=== Directions ===
Determine which lines of the records include the word "roads", and copy them.

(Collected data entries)

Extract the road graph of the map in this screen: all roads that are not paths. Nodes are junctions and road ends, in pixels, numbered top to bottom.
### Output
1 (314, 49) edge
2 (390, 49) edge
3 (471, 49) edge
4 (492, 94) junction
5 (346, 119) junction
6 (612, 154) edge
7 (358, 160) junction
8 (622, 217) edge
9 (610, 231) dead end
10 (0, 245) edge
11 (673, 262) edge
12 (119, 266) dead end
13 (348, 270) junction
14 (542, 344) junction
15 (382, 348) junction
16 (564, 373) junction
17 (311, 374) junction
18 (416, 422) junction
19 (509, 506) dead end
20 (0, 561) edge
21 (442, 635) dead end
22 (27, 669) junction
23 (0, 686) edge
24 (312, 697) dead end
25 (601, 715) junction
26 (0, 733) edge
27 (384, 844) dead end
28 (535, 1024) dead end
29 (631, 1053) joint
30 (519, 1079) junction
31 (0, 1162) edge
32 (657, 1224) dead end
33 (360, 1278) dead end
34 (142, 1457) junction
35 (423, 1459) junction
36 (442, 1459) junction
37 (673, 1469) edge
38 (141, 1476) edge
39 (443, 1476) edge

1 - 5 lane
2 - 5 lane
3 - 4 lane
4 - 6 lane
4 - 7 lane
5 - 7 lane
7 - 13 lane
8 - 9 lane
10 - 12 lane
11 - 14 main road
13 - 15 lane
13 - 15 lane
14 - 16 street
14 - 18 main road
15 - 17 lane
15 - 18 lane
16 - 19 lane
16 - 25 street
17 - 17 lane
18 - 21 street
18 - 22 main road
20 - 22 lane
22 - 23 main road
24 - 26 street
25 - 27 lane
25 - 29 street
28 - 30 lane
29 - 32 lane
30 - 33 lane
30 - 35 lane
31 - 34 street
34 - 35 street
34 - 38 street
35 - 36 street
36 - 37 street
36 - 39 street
--
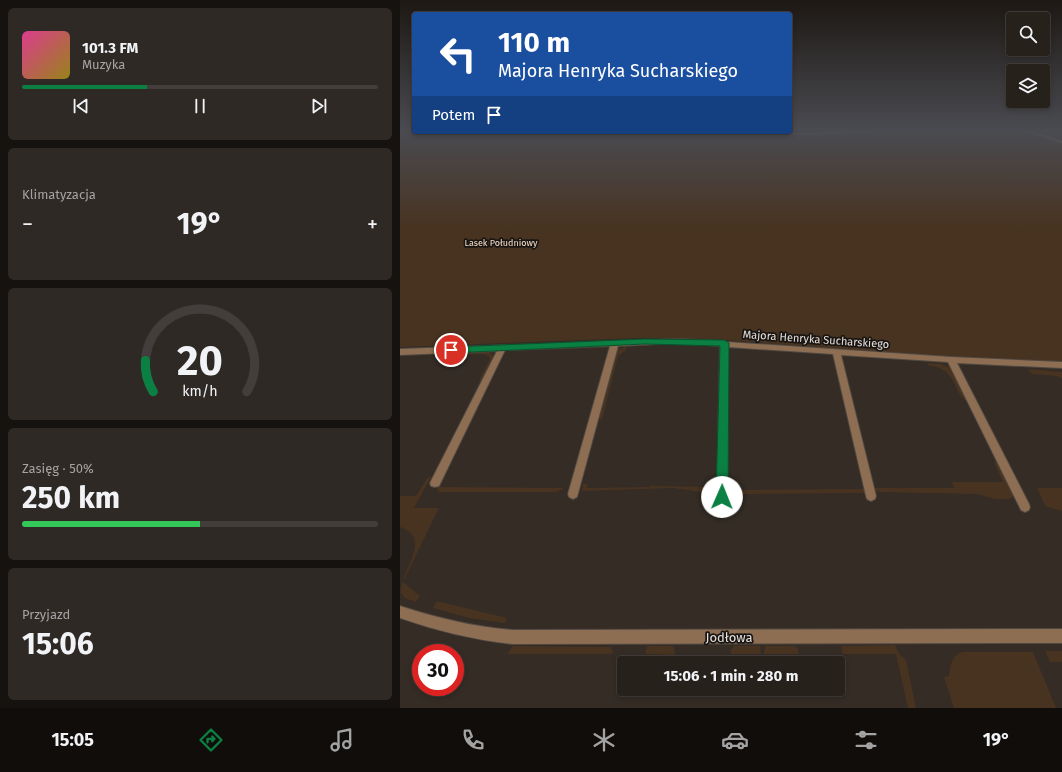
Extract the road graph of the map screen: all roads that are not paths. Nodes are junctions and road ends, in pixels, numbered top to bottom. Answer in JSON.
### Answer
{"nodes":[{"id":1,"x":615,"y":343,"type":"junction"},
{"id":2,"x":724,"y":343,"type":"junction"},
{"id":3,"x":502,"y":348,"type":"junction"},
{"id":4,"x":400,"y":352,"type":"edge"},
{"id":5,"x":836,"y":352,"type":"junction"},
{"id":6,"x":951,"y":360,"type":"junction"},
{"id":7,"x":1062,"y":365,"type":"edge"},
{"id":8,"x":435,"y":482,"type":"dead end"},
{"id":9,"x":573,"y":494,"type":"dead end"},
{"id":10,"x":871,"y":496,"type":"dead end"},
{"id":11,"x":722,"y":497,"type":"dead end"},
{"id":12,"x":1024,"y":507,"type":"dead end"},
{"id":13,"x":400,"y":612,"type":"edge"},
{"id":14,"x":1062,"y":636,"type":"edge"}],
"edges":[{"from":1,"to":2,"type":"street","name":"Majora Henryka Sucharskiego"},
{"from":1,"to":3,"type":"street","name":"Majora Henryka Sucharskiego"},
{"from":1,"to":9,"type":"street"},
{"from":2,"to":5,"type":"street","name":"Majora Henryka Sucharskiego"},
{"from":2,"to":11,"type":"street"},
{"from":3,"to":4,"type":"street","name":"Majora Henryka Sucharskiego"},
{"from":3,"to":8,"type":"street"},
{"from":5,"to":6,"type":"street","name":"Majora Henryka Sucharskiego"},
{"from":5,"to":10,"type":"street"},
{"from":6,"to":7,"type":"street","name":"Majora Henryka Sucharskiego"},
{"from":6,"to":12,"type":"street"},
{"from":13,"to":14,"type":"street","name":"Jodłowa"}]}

=== Exercise solution ===
Extract the road graph of the map in this screen: all roads that are not paths. Nodes are junctions and road ends, in pixels, numbered top to bottom.
Extract the road graph of the map screen: all roads that are not paths. Nodes are junctions and road ends, in pixels, numbered top to bottom. Answer in JSON.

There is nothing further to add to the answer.